[Stored items]

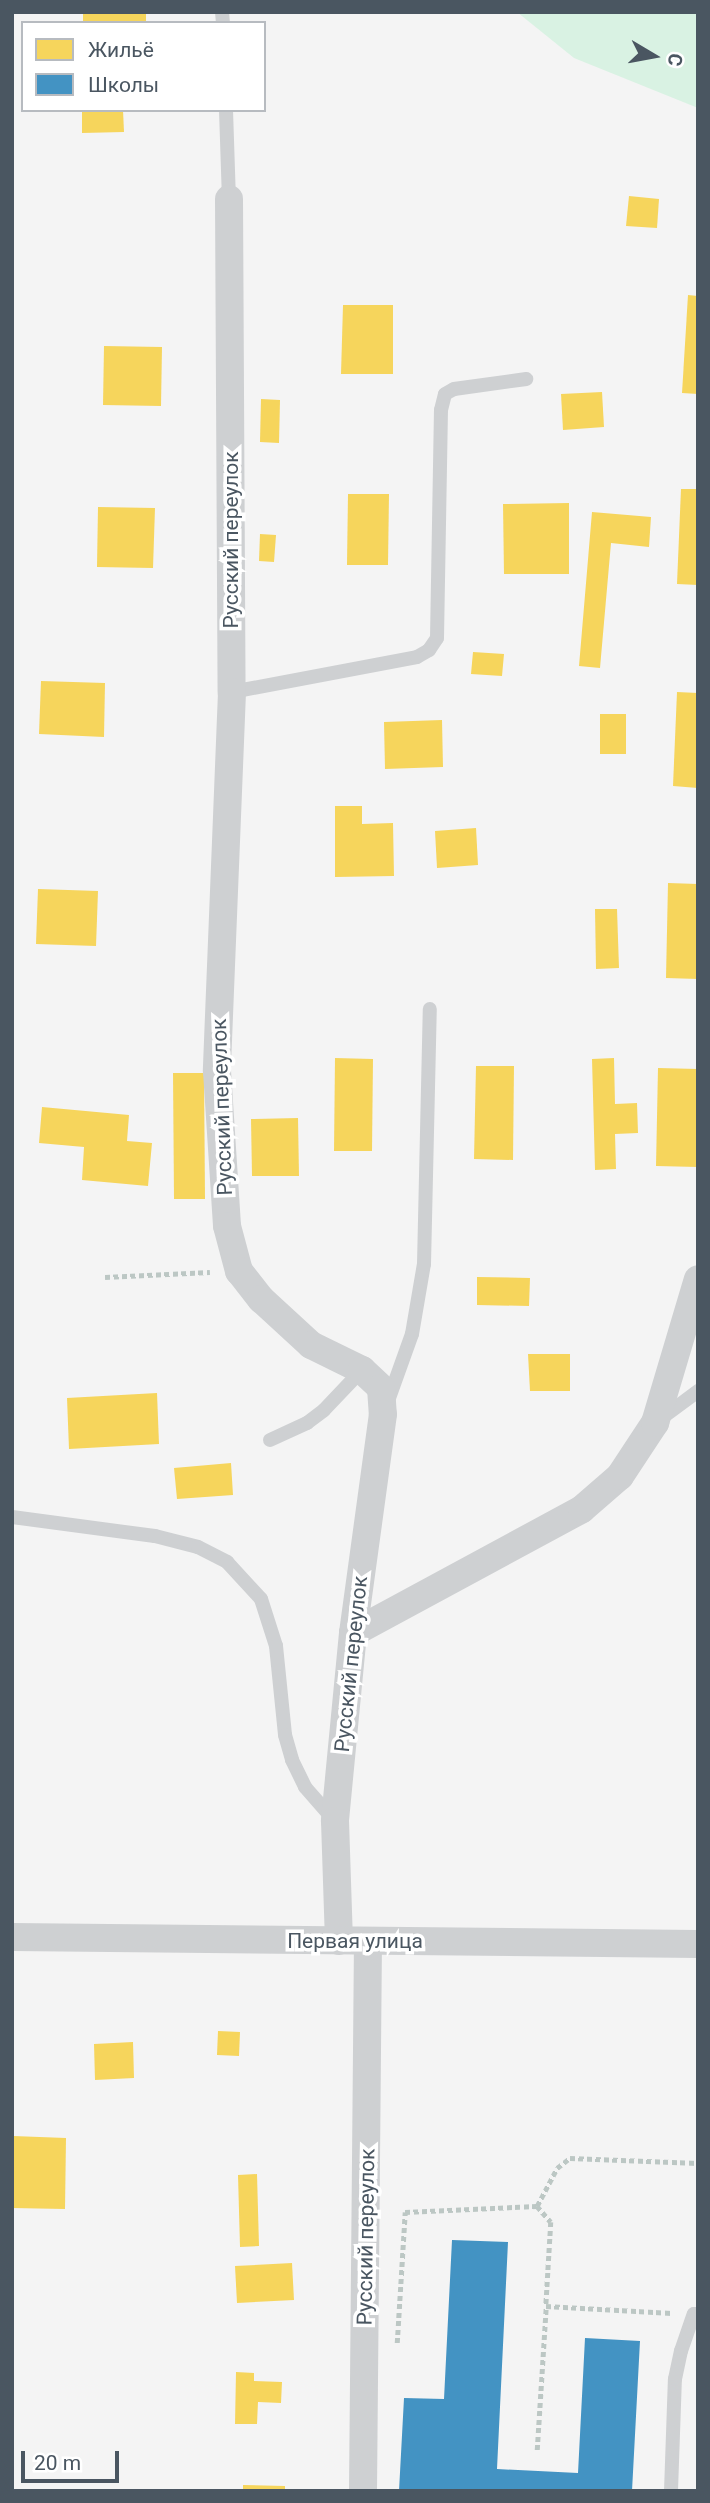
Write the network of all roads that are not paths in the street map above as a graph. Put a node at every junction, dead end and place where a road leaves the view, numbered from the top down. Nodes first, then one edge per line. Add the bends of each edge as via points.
1 (226, 112) edge
2 (229, 199) joint
3 (526, 379) dead end
4 (232, 692) junction
5 (430, 1009) dead end
6 (698, 1279) edge
7 (362, 1370) junction
8 (698, 1391) edge
9 (383, 1414) junction
10 (655, 1423) junction
11 (270, 1440) dead end
12 (12, 1517) edge
13 (353, 1633) junction
14 (335, 1821) junction
15 (12, 1937) edge
16 (339, 1941) junction
17 (368, 1941) junction
18 (698, 1944) edge
19 (696, 2314) edge
20 (363, 2491) edge
21 (671, 2491) edge

1 - 2 lane
2 - 4 street, Русский переулок
3 - 4 lane via 445,394 437,638 429,650 418,657
4 - 7 street, Русский переулок via 217,1071 228,1226 239,1271 261,1299 311,1345
5 - 9 lane via 424,1265 412,1334
6 - 10 street
7 - 9 street, Русский переулок via 381,1388
7 - 11 lane via 307,1423
8 - 10 lane
9 - 13 street, Русский переулок
10 - 13 street via 620,1476 582,1509
12 - 14 lane via 155,1536 198,1547 227,1562 261,1599 276,1646 292,1760 305,1787
13 - 14 street, Русский переулок
14 - 16 street, Русский переулок
15 - 16 street, Первая улица
16 - 17 street, Первая улица
17 - 18 street, Первая улица
17 - 20 street, Русский переулок
19 - 21 lane via 675,2379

## EXERCISE DIRECTIONS
Set down the entries above word for word, but drop any image.

## RESULT BELOW
Write the network of all roads that are not paths in the street map above as a graph. Put a node at every junction, dead end and place where a road leaves the view, numbered from the top down. Nodes first, then one edge per line. Add the bends of each edge as via points.
1 (226, 112) edge
2 (229, 199) joint
3 (526, 379) dead end
4 (232, 692) junction
5 (430, 1009) dead end
6 (698, 1279) edge
7 (362, 1370) junction
8 (698, 1391) edge
9 (383, 1414) junction
10 (655, 1423) junction
11 (270, 1440) dead end
12 (12, 1517) edge
13 (353, 1633) junction
14 (335, 1821) junction
15 (12, 1937) edge
16 (339, 1941) junction
17 (368, 1941) junction
18 (698, 1944) edge
19 (696, 2314) edge
20 (363, 2491) edge
21 (671, 2491) edge

1 - 2 lane
2 - 4 street, Русский переулок
3 - 4 lane via 445,394 437,638 429,650 418,657
4 - 7 street, Русский переулок via 217,1071 228,1226 239,1271 261,1299 311,1345
5 - 9 lane via 424,1265 412,1334
6 - 10 street
7 - 9 street, Русский переулок via 381,1388
7 - 11 lane via 307,1423
8 - 10 lane
9 - 13 street, Русский переулок
10 - 13 street via 620,1476 582,1509
12 - 14 lane via 155,1536 198,1547 227,1562 261,1599 276,1646 292,1760 305,1787
13 - 14 street, Русский переулок
14 - 16 street, Русский переулок
15 - 16 street, Первая улица
16 - 17 street, Первая улица
17 - 18 street, Первая улица
17 - 20 street, Русский переулок
19 - 21 lane via 675,2379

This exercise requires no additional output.